Der „Hirschsprung“ war ein weiterer Ort in der Annaburger Heide der ein vorzüglicher Endpunkt einer Treibjagd aus Richtung Züllsdorf war. Er lag direkt vor einer großen Sanddüne (leichte Bodenwälle) unten wartete die Jagdgesellschaft um die Hirsche abzufangen die in Folge der Treibjagd über die Bodenwelle gesprungen kamen. Es war ein sehr schöner Platz für das grausame Gemetzel, schütze doch die Bodenwelle die Treiber vor einen versehentlich, doch möglichen tödlichen Schuss. Beide Orte hatten ihre Bedeutung bei der Jagd als dessen Endpunkt mit Errichtung und Nutzung des Tiergartens verloren. Die Neuen Jagden waren dann auf den Tiergarten, aber auch in Richtung Forsthaus Brucke (welches aber erst viel später dort errichtet wurde) ausgerichtet. Aber der Hirschsprung und die Fronika blieben als Waldorte noch lange auf den Karten verzeichnet weil beide Örtlichkeiten am viel genutzten Annaburg – Trogauer – Weg lagen.


Am Stallberg

Der Platz „Am Stallberg“ verlor im 16. Jh. seine Bedeutung als Stell- und Endpunkt der Treibjagd entlang dem Jägersteig und geriet dann allerdings auch schnell in Vergessenheit. Dieser Platz war auch für die eingestellte Jagd ein Idealer Endpunkt, da der Jägersteig, der als rechter und linker Flügel bei der Treibjagd diente am unteren kleinen Stallberg vorbeiführte – über diesen wurde der „Lauf“ in Richtung Stallberg geführt, wo die Jagdgesellschaft auf das Wild wartete um es „waidmännisch“ zu erlegen. 

 Wolfgruben

Dieser Ort am Waldesrand nach Züllsdorf zu, unweit des Lochisch-Züllsdorfer- Weges wurde benannt nach einer damals vorherrschenden Wolfsfangmethode. Da der Wolf auch Nutztiere schlägt, wurde er als Feind angesehen. Die offene Viehhaltung, vor allem die Waldweide von Schafen und Schweinen, führte zu Verlusten zahlreicher Haustieren durch Wölfe. Das führte dazu, dass er entsprechend gejagt wurde. Anfänglich durch die unmittelbaren Bewohner der jeweiligen Dörfer. So entstanden die Wolfsgruben in der Nähe von Siedlungen. In den Gruben wurden lebende Köder, etwa ein Schaf, ein Ferkel oder eine Gans ausgebracht. Die Fanggrube wurde mit Stroh überdeckt. Durch die Laute der Tiere in der Grube wurden Wölfe angelockt und dann getötet. Die Wolfsgrube die der Örtlichkeit ihren Namen gab wurde im ausgehenden Mittelalter angelegt und wir wissen nichts über ihre tatsächliche Nutzung. An dieser Stelle entstand später die Züllsdorfer Pechhütte.


Der Umfall

Unweit des Forstmeisterkreuzes lag der so genannte „Unfall“ lesen wir bei Otto Heintze. Auf den alten Karten heißt diese Stelle „umbwurff„.

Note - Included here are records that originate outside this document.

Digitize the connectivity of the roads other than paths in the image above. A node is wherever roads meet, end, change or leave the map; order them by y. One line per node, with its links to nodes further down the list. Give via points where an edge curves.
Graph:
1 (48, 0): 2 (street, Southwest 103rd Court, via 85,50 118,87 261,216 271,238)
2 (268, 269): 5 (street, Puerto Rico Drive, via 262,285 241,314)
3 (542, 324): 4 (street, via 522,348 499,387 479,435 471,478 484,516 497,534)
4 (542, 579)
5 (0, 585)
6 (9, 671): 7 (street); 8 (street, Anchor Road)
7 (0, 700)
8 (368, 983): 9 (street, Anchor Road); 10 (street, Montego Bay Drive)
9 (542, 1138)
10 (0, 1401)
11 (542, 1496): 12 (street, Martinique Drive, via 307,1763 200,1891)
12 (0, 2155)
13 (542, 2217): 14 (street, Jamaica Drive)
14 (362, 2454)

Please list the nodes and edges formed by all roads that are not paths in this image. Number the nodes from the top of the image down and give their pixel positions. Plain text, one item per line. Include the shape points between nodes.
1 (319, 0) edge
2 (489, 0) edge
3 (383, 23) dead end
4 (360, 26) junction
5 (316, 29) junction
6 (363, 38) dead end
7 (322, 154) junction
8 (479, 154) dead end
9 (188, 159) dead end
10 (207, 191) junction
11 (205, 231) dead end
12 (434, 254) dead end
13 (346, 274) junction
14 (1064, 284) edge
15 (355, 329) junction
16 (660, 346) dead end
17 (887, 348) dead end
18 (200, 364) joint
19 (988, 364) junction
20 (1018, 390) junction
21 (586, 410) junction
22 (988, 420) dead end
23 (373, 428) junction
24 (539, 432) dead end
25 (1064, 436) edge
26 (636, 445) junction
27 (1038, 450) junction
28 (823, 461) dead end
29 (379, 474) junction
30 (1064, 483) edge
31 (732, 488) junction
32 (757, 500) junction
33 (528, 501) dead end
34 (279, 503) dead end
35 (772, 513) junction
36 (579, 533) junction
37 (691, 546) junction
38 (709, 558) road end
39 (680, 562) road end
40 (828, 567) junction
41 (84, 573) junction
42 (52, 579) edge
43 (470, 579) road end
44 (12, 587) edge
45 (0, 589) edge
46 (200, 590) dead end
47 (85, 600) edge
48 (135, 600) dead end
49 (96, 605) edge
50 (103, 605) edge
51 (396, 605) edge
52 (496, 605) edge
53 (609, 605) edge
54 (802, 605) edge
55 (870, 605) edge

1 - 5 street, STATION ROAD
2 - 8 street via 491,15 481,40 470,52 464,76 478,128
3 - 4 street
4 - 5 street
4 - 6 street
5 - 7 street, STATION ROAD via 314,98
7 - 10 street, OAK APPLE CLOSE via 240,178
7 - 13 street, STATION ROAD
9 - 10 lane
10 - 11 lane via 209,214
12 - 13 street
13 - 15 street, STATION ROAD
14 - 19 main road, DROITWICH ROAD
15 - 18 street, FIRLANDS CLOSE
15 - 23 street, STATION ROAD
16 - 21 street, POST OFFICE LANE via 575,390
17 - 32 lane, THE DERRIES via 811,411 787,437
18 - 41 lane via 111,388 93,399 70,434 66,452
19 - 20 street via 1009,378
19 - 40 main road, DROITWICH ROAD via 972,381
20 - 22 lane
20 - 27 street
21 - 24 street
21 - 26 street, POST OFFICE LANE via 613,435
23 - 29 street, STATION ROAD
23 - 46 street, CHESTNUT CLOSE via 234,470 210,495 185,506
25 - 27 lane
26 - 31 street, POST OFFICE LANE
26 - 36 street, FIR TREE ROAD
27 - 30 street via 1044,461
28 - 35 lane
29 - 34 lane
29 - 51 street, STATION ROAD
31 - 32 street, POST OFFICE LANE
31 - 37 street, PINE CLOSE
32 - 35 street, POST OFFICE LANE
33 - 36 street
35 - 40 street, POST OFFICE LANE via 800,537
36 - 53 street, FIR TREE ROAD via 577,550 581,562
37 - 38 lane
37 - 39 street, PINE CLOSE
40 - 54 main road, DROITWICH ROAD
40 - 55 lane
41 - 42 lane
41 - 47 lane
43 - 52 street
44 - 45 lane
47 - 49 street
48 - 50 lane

Er wusste dazu eine interessante Geschichte zu erzählen:

„Hier kam auf einer seiner Jagden August der Starke mit seinem Wagen dadurch zu Falle, dass sich beim Fahren von der Anhöhe das eine Rad vom Wagen löste. Diesen „Umfall“ hatte Kyau, der Günstling des Fürsten, mit Absicht herbeigeführt. Er hatte am Morgen des Jagdtages beim König prophezeit, es würde ihm heute ein Unglück zustoßen. Er schraubt nachher im Walde unbemerkt die Buchse vom Rade des königlichen Jagdwagens los, so dass dieser bei der Weiterfahrt umstürzen musste. August der Stake nahm den Mann, der am Hofe wegen seiner oft derben Witze bekannt war, den schlechten Scherz nicht übel und ließ an der Unfallstelle ein Steindenkmal errichten, das heute vollständig verschwunden ist.“ 

Die Geschichte hat Otto Heintze von Gründler übernommen. Gründler in seiner Institutsgeschichte, wusste sogar zu berichten, dass Kyau, als Generalleutnant und Kommandant der Festung Königsstein 1733 verstarb.

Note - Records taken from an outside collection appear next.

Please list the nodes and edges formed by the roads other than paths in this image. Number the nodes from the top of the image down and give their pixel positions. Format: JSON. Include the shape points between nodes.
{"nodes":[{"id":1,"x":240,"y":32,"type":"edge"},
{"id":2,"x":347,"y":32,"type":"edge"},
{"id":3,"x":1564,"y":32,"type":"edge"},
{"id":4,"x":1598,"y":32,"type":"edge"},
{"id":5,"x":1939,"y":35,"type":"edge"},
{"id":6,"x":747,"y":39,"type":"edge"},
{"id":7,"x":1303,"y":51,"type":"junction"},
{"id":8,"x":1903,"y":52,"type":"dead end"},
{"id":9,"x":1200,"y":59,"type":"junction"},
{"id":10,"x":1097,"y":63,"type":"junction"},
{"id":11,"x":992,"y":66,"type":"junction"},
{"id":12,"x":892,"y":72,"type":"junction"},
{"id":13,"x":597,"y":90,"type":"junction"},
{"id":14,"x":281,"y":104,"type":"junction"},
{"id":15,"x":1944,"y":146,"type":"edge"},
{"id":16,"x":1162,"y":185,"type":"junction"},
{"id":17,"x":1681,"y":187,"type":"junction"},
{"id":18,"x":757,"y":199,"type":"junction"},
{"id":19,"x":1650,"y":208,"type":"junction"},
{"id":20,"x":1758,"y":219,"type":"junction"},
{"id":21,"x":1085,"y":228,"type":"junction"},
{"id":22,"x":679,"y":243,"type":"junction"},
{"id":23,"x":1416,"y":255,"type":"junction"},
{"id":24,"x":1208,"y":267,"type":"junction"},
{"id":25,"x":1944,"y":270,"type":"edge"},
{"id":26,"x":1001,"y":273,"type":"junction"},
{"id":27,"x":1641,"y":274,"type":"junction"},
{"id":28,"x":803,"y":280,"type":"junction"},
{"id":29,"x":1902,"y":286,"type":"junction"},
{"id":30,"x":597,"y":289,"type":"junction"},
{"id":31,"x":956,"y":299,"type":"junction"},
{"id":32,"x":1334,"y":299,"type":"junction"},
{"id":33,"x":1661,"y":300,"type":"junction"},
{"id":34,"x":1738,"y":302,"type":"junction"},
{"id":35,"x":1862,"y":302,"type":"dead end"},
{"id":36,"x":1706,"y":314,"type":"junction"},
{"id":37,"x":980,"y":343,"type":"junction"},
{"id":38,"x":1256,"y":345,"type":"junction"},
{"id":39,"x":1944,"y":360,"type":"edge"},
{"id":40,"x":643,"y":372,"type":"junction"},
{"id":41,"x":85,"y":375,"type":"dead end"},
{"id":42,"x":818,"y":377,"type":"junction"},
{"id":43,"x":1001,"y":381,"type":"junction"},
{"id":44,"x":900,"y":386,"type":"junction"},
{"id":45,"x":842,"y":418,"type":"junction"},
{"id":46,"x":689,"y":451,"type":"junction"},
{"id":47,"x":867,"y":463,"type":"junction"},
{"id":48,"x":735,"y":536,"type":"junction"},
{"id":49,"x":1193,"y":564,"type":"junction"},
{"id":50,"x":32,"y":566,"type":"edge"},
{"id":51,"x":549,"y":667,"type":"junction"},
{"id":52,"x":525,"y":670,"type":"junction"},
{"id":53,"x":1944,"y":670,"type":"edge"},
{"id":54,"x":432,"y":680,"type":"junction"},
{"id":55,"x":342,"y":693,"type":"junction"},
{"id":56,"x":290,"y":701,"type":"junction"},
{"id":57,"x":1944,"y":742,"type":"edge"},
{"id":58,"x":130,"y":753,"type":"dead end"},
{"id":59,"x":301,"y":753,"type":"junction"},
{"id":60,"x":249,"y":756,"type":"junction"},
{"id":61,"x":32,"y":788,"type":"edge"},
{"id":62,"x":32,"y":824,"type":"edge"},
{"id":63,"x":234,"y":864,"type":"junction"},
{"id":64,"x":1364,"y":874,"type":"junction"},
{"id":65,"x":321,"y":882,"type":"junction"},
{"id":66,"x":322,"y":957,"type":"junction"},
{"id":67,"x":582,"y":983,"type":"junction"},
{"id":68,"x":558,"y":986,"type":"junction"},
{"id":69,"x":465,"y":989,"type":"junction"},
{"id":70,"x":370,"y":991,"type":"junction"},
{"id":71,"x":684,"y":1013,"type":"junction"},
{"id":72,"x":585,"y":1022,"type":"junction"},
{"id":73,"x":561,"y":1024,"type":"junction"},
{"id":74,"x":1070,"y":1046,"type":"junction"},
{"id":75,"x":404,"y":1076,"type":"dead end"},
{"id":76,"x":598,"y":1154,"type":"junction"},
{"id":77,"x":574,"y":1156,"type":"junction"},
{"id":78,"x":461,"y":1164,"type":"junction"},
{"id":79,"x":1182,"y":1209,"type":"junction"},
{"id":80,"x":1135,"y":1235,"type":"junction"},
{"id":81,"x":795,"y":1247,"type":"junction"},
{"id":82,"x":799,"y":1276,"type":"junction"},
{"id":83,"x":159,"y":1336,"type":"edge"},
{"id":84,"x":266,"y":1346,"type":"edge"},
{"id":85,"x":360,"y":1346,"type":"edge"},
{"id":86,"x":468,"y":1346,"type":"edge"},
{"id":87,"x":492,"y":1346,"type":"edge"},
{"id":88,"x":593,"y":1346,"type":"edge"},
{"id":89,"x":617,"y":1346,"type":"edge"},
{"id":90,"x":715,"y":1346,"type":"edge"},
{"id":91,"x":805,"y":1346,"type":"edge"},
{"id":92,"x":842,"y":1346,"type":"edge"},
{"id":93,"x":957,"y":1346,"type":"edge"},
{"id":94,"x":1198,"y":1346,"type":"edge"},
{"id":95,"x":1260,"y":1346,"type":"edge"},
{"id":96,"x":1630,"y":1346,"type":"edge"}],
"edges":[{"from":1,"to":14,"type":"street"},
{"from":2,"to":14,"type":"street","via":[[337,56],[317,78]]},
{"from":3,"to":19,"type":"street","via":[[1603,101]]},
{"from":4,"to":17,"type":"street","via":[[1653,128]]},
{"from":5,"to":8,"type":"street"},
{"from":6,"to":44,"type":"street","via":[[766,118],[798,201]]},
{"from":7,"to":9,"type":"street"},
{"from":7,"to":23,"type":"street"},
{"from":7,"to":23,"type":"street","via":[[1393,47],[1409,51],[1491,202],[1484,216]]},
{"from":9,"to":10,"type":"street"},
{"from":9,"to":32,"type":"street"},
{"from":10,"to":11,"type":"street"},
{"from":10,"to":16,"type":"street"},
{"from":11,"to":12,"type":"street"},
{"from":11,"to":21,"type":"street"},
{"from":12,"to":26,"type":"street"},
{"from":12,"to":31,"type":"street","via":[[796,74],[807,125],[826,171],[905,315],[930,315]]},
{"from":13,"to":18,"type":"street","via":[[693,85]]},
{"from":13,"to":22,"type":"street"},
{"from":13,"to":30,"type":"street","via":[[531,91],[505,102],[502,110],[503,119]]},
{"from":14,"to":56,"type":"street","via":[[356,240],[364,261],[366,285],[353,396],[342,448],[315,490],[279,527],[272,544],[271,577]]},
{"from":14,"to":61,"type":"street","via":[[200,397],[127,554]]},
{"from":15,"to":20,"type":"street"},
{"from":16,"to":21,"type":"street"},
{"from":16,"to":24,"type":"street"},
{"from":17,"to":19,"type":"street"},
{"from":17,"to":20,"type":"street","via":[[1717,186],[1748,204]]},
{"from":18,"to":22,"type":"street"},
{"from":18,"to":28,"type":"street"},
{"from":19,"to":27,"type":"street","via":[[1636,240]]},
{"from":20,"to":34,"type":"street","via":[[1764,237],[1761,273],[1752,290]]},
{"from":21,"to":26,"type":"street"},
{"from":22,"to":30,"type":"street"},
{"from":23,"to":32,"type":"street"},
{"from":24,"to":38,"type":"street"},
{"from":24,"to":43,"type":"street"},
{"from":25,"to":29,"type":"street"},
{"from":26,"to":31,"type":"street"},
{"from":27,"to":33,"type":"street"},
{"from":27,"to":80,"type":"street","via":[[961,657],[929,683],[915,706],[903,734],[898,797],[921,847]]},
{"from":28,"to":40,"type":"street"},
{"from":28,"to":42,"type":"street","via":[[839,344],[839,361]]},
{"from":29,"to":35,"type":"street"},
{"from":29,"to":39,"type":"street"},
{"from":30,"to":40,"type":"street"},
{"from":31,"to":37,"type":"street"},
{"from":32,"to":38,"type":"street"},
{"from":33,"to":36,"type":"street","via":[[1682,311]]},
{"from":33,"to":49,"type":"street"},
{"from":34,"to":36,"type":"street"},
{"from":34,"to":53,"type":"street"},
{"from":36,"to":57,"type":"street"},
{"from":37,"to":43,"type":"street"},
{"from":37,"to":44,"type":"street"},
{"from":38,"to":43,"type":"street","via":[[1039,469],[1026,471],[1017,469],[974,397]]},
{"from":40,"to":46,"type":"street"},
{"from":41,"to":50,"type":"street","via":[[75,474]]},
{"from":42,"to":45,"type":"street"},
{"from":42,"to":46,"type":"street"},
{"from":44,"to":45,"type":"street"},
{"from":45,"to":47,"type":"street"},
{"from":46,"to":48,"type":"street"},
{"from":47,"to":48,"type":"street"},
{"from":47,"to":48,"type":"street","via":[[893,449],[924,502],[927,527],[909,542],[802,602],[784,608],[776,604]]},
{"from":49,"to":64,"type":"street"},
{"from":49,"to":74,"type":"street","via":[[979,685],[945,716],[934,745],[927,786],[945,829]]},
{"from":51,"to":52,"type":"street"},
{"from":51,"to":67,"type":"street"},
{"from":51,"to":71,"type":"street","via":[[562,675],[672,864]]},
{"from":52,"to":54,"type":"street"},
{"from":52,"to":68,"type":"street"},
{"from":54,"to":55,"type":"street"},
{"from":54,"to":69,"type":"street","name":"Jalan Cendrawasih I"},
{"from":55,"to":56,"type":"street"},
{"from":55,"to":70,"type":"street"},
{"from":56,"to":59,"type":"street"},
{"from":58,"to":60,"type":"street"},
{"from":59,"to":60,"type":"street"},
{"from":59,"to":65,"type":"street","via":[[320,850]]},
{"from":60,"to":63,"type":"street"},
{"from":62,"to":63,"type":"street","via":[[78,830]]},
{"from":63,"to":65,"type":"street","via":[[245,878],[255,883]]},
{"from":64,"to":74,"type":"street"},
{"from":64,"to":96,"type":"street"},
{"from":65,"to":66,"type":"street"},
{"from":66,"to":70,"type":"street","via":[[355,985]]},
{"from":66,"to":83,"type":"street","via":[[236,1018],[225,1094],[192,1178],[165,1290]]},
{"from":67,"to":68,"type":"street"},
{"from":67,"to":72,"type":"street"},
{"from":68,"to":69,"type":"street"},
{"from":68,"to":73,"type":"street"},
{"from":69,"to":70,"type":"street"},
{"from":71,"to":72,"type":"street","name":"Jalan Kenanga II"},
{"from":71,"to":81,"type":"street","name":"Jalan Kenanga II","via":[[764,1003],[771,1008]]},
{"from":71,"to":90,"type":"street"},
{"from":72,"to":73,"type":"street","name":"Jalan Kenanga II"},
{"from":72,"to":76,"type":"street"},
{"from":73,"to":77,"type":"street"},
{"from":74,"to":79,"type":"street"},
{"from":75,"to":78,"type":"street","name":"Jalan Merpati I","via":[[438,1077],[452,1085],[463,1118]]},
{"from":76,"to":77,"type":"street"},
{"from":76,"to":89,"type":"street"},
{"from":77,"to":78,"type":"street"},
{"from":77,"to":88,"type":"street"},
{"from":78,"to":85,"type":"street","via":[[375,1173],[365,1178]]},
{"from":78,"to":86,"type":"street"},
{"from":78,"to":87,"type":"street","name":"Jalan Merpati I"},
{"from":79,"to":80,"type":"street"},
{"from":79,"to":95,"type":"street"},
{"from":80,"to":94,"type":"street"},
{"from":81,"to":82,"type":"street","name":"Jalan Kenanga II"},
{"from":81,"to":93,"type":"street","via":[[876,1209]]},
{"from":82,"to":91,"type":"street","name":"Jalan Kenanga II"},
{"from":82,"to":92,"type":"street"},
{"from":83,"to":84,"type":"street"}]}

Kyau, eigentlich Kyaw stammt aus dem Strahwalder Zweig der Familie von Kyaw. Mit 16 Jahren trat er als Musketier in kurbrandenburgische Dienste und zog von 1672 bis 1679 in mehreren Feldzügen an den Rhein, in die Mark nach Pommern und Preußen. Er wurde jedoch erst nach dem Krieg in den Rang eines Unteroffiziers befördert. 1684 wurde er in eine Garnison in Berlin versetzt, dort wurde er durch seinen Humor schnell bekannt. Bis 1690 beteiligte er sich noch an Feldzügen nach Ungarn und Frankreich, sowie an der Einnahme von Buda. 1690 wechselte er aufgrund eines drohenden Duells in kursächsische Dienste und folgte dabei Feldmarschall Hans Adam von Schöning. Er kämpfte unter dessen Kommando 1691 bis 1693 am Rhein und 1695 bis 1696 in Ungarn. Nach dieser Zeit wurde er durch seinen Witz schnell am Hof August des Starken bekannt und einer der Günstlinge des Kurfürsten. Durch diese Beziehung stieg Kyaw schnell auf, so wurde er 1698 Oberstwachtmeister, 1704 Oberst der Leibwache, 1710 Generalmajor, 1714 Kommandant des Althann’schen Kürassierregiments und schließlich 1723 Generalleutnant. Bis 1715 nahm er so an verschiedenen Kriegen Seite an Seite mit August dem Starken teil. 1715 wurde er auch zum Kommandanten der Festung Königstein ernannt und entwickelte dabei eine rege Bautätigkeit. Im Jahr 1733 starb er unverheiratet auf der Festung.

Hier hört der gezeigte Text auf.